Another factor the experts ignore is that a number of secessionist campaigns by various ethnic and religious groups have been solved over the recent decades. The insurgency by the Sikh people for independence from India is one such example. But none of the Islamist secessionist campaigns in non-Muslim countries have achieved a peaceful solution but instead, they have only gained strength in ferocity and violence. While, in cases like Kosovo and Bosnia-Herzegovina, they have gotten for what they initiated the insurgency, which is autonomy, and eventually independence in time to follow. Furthermore, in stead of subsiding, new Islamic insurgency continues to spring up across the world on a regular basis.
There is little doubt in the fact that the experts on terrorism, especially those working on the Islamist violence and insurgency, are of great importance in today's world stricken by the Islamist terrorist activities at all corners of the world. Their opinion and advice greatly influence the policies of the Governments that shape the future of our world. It is important that these experts get the proper understanding of the fundamentals behind the massive Islamist insurgency and violence that plague the world. Otherwise, their expertise is not going to help but instead, may only worsen the future of mankind.
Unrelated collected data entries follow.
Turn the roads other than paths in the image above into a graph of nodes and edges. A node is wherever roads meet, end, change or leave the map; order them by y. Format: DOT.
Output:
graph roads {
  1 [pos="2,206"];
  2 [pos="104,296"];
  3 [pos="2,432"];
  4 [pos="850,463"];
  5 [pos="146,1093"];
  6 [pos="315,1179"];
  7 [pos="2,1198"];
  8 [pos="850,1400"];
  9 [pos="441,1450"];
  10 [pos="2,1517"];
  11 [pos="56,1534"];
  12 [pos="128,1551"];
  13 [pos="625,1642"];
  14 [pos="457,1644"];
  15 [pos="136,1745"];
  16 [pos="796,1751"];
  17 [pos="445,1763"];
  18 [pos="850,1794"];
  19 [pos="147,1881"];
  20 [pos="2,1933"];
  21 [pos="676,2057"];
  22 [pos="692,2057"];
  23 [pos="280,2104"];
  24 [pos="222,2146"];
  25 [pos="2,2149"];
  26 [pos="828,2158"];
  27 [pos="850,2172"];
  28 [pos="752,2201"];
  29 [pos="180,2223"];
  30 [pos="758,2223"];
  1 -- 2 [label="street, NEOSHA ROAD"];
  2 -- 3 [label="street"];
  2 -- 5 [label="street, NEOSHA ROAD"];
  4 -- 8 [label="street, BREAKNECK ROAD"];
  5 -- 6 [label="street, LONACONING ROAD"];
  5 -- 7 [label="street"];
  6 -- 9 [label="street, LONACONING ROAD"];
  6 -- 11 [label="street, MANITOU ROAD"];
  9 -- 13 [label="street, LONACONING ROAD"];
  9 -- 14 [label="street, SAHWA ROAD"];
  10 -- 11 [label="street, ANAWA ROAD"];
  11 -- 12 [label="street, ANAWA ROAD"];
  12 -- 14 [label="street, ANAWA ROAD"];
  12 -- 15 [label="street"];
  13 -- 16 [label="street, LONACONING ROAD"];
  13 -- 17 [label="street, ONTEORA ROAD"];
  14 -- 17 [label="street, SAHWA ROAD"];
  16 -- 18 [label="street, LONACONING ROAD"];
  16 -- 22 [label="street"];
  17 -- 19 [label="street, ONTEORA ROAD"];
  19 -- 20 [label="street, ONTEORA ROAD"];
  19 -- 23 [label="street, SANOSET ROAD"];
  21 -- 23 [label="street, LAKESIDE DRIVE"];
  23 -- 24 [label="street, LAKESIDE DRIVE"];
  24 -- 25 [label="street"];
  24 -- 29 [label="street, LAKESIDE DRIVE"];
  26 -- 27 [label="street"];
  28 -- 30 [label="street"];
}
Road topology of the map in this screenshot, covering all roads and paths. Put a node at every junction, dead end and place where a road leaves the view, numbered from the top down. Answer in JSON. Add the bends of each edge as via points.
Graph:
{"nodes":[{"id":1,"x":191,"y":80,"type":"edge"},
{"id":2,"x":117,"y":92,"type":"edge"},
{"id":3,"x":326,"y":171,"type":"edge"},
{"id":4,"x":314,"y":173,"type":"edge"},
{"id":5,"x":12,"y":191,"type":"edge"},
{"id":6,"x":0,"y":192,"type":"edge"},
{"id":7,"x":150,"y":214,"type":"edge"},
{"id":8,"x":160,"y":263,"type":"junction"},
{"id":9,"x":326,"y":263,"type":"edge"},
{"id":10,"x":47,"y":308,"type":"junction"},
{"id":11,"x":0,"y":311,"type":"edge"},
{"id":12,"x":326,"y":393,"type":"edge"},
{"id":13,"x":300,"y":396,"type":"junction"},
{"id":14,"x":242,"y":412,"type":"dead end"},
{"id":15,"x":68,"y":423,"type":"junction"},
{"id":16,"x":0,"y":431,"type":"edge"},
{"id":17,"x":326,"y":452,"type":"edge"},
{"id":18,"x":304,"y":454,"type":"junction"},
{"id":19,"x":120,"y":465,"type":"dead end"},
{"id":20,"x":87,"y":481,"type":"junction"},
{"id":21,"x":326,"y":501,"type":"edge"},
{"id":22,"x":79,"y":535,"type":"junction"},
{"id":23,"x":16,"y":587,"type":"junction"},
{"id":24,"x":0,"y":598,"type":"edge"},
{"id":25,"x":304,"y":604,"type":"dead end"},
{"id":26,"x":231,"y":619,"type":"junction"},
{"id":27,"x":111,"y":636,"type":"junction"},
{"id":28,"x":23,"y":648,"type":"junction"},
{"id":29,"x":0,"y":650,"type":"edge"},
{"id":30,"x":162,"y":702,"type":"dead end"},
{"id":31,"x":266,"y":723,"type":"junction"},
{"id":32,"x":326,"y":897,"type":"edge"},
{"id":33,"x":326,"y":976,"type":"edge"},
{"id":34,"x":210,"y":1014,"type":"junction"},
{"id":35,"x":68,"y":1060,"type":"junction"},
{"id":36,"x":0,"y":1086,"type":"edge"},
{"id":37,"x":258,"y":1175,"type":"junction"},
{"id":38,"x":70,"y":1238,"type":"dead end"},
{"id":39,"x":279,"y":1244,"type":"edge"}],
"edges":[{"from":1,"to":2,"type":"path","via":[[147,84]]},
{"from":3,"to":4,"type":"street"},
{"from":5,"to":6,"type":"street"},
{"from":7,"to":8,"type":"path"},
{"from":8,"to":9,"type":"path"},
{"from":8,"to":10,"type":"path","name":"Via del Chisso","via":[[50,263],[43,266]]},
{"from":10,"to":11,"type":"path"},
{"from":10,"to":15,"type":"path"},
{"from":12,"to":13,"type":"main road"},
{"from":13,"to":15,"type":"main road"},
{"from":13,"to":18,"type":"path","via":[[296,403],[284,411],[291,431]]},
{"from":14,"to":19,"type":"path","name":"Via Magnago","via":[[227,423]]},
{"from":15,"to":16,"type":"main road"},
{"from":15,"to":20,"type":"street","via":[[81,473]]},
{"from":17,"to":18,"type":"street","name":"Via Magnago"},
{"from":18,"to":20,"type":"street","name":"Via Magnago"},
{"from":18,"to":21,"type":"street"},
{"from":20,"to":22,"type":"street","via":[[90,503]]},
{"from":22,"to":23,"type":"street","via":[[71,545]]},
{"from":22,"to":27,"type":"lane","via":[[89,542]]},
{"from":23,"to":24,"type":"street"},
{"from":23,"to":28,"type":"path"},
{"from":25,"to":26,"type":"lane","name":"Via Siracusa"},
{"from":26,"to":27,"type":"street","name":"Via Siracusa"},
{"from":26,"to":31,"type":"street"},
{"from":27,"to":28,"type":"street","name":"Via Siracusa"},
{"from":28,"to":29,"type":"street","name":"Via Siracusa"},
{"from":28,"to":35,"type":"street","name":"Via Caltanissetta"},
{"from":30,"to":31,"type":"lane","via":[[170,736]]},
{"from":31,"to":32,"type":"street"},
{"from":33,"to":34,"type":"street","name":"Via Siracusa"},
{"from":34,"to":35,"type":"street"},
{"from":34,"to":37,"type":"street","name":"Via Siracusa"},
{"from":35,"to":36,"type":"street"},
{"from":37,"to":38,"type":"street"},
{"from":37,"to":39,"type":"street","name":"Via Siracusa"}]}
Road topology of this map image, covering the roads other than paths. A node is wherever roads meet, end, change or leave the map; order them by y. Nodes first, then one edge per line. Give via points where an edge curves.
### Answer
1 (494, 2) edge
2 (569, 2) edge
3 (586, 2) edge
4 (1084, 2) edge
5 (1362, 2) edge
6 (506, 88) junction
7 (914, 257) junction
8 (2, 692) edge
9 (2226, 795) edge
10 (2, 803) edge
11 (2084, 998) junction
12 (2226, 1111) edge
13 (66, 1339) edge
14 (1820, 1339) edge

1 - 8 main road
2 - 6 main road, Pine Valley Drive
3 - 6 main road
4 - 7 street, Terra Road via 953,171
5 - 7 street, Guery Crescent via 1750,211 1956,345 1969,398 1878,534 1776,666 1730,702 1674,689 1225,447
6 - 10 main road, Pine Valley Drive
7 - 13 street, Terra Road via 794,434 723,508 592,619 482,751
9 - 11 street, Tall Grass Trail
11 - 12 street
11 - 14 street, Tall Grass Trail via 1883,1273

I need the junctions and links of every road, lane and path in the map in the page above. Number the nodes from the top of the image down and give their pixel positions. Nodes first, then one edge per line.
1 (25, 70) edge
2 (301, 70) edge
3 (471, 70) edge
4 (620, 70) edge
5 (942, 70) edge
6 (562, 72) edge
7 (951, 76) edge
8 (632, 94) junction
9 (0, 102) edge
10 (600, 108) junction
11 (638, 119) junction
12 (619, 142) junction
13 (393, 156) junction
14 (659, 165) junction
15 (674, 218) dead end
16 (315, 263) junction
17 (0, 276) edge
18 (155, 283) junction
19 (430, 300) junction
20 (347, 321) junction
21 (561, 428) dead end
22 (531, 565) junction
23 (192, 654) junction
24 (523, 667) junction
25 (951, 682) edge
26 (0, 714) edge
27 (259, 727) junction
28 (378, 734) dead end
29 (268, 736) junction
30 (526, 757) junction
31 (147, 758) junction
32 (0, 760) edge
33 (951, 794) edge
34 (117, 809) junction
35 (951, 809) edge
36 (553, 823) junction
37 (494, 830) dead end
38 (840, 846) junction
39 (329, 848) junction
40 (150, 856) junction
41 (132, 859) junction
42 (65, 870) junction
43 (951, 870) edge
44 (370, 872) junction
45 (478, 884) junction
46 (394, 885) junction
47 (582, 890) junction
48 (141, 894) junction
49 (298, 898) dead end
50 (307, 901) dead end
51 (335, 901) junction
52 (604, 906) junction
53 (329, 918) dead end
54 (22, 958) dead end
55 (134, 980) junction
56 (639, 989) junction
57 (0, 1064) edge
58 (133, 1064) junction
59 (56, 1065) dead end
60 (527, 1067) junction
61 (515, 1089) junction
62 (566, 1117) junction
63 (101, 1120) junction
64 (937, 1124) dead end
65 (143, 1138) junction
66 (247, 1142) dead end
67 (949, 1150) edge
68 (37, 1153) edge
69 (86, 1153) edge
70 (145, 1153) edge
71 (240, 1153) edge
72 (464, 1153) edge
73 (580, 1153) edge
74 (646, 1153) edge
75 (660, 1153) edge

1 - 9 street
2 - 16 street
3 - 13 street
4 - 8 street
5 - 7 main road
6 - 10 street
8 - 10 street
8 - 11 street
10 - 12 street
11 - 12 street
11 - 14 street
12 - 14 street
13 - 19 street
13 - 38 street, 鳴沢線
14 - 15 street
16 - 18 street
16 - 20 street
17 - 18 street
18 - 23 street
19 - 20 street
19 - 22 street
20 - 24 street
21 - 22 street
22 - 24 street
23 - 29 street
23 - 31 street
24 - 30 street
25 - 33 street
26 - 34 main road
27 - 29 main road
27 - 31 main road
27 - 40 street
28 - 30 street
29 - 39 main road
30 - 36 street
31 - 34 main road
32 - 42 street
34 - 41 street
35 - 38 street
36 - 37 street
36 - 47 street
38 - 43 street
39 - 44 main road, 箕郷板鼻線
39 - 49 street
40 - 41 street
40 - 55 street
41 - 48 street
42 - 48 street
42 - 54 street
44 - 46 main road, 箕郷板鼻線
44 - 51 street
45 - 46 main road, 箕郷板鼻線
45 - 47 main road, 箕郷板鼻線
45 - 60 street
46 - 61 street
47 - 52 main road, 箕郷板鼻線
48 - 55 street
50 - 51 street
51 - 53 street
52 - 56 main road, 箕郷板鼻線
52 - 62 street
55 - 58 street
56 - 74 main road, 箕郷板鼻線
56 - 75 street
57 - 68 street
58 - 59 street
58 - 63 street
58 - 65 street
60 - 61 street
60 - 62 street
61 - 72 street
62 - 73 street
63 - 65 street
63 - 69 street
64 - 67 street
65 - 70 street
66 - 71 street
As for the insurgency in southern Thailand, the government should learn from the experiences in Kashmir, Kosovo and Mindanao that nothing short of achieving an independent Islamist state could cool down the insurgency. History tells us that appeasing the Islamists, which is going on in Thailand, only emboldens them. Thailand should either choose between giving away the southern Muslim provinces for immediate peace or engage in a decades-long battle like the governments of India and the Philippines in Kashmir and Mindanao, respectively.
Alamgir Hussain (PhD) is an author in "Beyond Jihad – Critical Voices from Inside" (Academica Press).